In the midst of struggles between the Church and noble lords over the political and spiritual wellbeing of Western Europe, Pope Urban II preached the First Crusade to install an essential foundation that allowed papal authority to gradually expand beyond the walls of Rome. Taking advantage of events external to Western Europe, as well as the existing religious and political framework, he successfully harnessed vast measures of military force and believers, allowing him to help establish, for the first time, spiritual and political control over the Church and its flock.
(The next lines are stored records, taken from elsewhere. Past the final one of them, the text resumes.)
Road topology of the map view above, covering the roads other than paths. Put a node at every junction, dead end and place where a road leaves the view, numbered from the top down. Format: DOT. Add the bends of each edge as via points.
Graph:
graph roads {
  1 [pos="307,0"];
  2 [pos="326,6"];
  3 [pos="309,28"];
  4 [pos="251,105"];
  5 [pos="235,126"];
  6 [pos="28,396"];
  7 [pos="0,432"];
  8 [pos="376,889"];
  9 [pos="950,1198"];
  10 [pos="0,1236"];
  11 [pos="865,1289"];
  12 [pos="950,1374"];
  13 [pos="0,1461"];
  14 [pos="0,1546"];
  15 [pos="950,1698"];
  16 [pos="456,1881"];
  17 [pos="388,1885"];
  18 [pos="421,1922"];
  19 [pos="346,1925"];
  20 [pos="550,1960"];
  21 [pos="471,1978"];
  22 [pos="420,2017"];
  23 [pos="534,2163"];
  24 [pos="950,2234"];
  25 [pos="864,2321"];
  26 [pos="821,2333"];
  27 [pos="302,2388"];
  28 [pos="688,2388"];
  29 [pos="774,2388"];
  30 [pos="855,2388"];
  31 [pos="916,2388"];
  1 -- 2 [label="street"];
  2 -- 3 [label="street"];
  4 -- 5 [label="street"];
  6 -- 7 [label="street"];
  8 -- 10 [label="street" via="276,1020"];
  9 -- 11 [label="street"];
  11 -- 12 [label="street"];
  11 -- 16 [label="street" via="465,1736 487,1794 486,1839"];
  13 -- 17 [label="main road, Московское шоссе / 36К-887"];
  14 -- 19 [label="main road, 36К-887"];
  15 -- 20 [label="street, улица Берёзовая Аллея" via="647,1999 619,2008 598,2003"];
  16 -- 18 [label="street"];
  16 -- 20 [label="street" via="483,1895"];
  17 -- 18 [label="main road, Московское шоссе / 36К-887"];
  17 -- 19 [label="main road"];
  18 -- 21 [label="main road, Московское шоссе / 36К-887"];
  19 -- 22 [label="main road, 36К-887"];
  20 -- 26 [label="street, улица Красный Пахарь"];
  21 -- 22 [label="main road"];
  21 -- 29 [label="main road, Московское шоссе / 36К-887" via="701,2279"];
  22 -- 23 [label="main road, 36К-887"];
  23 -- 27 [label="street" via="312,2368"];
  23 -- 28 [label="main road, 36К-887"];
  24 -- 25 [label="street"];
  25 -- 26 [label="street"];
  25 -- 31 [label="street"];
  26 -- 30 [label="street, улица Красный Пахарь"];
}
Based on works of Thomas Asbridge and Thomas Madden, as well as a variety of accounts of Urban’s speech at Clermont, this paper describes Urban’s methodology for successfully preaching and launching the First Crusade within the context of the power struggles between the papacy and Christendom’s kings. Building upon the crucial reforms of Pope Gregory VII, Urban’s methodology included masterfully integrating crusading ideology into existing societal systems, using feudal familiarities to connect with members of the ruling class, as well as with lesser members of society. At the core of these teachings was a powerful principle that linked righteous warfare to obtaining salvation. Such a pursuit appealed to the knightly class, which centered largely on warfare and violence. Describing the development of the First Crusade illustrates the genius of Urban to act, thereby placing a critical stepping-stone that critically shifted the balance of centralized power to the Church’s side of the scale, a shift that gradually continued over the next several centuries and resulted in the Church’s dominant position in the Christian world.